(Stored data)
----
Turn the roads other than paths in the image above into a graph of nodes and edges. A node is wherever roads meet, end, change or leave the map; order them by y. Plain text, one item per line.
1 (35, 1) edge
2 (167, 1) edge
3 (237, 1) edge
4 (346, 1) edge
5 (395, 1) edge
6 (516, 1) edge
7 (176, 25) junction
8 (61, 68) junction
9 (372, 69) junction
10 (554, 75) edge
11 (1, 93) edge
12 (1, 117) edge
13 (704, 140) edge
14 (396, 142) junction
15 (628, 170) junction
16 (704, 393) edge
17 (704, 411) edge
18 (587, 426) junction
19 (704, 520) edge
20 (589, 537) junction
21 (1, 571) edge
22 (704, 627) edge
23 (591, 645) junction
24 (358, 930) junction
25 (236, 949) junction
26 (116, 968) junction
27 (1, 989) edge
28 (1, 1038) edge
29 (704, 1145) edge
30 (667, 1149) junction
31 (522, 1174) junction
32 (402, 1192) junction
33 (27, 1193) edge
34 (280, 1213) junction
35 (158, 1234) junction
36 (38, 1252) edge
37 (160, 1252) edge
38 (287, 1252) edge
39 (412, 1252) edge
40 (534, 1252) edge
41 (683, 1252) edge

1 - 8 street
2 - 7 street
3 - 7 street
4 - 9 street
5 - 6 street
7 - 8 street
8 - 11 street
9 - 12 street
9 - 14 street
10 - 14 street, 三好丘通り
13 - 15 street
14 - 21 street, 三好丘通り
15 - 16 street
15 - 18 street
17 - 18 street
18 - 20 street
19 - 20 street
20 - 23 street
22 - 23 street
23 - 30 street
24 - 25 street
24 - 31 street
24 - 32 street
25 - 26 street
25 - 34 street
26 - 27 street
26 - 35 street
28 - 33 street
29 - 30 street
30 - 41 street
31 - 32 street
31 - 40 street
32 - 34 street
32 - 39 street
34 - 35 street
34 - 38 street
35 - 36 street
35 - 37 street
----
## What to work on
Every line with "三好丘通り" in it should be copied from the entries above.

## Your response
10 - 14 street, 三好丘通り
14 - 21 street, 三好丘通り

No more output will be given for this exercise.